Transcribe the entries in full, keeping each word as it is.

[Collected data]

====

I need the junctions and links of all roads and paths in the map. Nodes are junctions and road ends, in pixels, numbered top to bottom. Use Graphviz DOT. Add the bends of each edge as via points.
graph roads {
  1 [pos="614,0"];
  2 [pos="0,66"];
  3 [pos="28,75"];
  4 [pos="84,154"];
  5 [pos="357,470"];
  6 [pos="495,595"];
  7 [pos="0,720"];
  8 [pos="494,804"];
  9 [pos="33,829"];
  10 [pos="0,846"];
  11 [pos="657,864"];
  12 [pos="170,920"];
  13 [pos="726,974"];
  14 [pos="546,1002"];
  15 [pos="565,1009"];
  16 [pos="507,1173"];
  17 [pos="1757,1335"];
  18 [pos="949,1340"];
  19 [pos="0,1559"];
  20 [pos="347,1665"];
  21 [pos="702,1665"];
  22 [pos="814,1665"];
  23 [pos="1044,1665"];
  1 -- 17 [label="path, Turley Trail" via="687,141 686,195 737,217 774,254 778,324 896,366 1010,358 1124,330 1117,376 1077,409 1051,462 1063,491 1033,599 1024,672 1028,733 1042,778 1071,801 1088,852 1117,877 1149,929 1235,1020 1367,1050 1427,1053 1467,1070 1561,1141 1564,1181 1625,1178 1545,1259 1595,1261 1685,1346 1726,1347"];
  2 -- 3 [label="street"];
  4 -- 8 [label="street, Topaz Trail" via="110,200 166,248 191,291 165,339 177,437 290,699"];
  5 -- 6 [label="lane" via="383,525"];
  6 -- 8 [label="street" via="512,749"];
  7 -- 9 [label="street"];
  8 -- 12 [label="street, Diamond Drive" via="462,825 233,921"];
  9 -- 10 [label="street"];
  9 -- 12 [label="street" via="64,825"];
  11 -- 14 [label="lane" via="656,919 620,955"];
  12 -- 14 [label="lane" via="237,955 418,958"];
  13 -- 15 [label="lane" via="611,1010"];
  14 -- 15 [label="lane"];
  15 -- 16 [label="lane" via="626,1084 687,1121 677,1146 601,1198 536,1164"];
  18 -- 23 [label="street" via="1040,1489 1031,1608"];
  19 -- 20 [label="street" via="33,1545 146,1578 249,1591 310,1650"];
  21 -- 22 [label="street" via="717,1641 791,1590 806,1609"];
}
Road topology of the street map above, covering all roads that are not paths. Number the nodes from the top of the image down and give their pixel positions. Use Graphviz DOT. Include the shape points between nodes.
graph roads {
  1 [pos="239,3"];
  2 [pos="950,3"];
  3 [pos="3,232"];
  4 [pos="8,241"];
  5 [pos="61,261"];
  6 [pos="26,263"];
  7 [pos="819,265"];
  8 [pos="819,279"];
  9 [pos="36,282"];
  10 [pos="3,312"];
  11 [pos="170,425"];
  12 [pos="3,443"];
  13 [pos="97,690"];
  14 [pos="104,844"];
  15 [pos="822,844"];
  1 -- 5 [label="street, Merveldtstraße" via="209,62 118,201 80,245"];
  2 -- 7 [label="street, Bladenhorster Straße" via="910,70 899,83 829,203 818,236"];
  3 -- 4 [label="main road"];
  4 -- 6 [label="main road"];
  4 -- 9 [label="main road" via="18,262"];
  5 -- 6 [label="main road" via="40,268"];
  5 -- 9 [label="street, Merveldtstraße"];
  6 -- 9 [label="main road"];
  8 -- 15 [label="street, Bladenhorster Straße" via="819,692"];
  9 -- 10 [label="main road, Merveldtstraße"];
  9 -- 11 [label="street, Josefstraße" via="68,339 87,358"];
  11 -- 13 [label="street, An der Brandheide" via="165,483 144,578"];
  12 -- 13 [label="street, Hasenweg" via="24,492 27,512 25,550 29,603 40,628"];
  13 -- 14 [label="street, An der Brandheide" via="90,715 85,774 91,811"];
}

====

● **Completed exercise**:
I need the junctions and links of all roads and paths in the map. Nodes are junctions and road ends, in pixels, numbered top to bottom. Use Graphviz DOT. Add the bends of each edge as via points.
graph roads {
  1 [pos="614,0"];
  2 [pos="0,66"];
  3 [pos="28,75"];
  4 [pos="84,154"];
  5 [pos="357,470"];
  6 [pos="495,595"];
  7 [pos="0,720"];
  8 [pos="494,804"];
  9 [pos="33,829"];
  10 [pos="0,846"];
  11 [pos="657,864"];
  12 [pos="170,920"];
  13 [pos="726,974"];
  14 [pos="546,1002"];
  15 [pos="565,1009"];
  16 [pos="507,1173"];
  17 [pos="1757,1335"];
  18 [pos="949,1340"];
  19 [pos="0,1559"];
  20 [pos="347,1665"];
  21 [pos="702,1665"];
  22 [pos="814,1665"];
  23 [pos="1044,1665"];
  1 -- 17 [label="path, Turley Trail" via="687,141 686,195 737,217 774,254 778,324 896,366 1010,358 1124,330 1117,376 1077,409 1051,462 1063,491 1033,599 1024,672 1028,733 1042,778 1071,801 1088,852 1117,877 1149,929 1235,1020 1367,1050 1427,1053 1467,1070 1561,1141 1564,1181 1625,1178 1545,1259 1595,1261 1685,1346 1726,1347"];
  2 -- 3 [label="street"];
  4 -- 8 [label="street, Topaz Trail" via="110,200 166,248 191,291 165,339 177,437 290,699"];
  5 -- 6 [label="lane" via="383,525"];
  6 -- 8 [label="street" via="512,749"];
  7 -- 9 [label="street"];
  8 -- 12 [label="street, Diamond Drive" via="462,825 233,921"];
  9 -- 10 [label="street"];
  9 -- 12 [label="street" via="64,825"];
  11 -- 14 [label="lane" via="656,919 620,955"];
  12 -- 14 [label="lane" via="237,955 418,958"];
  13 -- 15 [label="lane" via="611,1010"];
  14 -- 15 [label="lane"];
  15 -- 16 [label="lane" via="626,1084 687,1121 677,1146 601,1198 536,1164"];
  18 -- 23 [label="street" via="1040,1489 1031,1608"];
  19 -- 20 [label="street" via="33,1545 146,1578 249,1591 310,1650"];
  21 -- 22 [label="street" via="717,1641 791,1590 806,1609"];
}
Road topology of the street map above, covering all roads that are not paths. Number the nodes from the top of the image down and give their pixel positions. Use Graphviz DOT. Include the shape points between nodes.
graph roads {
  1 [pos="239,3"];
  2 [pos="950,3"];
  3 [pos="3,232"];
  4 [pos="8,241"];
  5 [pos="61,261"];
  6 [pos="26,263"];
  7 [pos="819,265"];
  8 [pos="819,279"];
  9 [pos="36,282"];
  10 [pos="3,312"];
  11 [pos="170,425"];
  12 [pos="3,443"];
  13 [pos="97,690"];
  14 [pos="104,844"];
  15 [pos="822,844"];
  1 -- 5 [label="street, Merveldtstraße" via="209,62 118,201 80,245"];
  2 -- 7 [label="street, Bladenhorster Straße" via="910,70 899,83 829,203 818,236"];
  3 -- 4 [label="main road"];
  4 -- 6 [label="main road"];
  4 -- 9 [label="main road" via="18,262"];
  5 -- 6 [label="main road" via="40,268"];
  5 -- 9 [label="street, Merveldtstraße"];
  6 -- 9 [label="main road"];
  8 -- 15 [label="street, Bladenhorster Straße" via="819,692"];
  9 -- 10 [label="main road, Merveldtstraße"];
  9 -- 11 [label="street, Josefstraße" via="68,339 87,358"];
  11 -- 13 [label="street, An der Brandheide" via="165,483 144,578"];
  12 -- 13 [label="street, Hasenweg" via="24,492 27,512 25,550 29,603 40,628"];
  13 -- 14 [label="street, An der Brandheide" via="90,715 85,774 91,811"];
}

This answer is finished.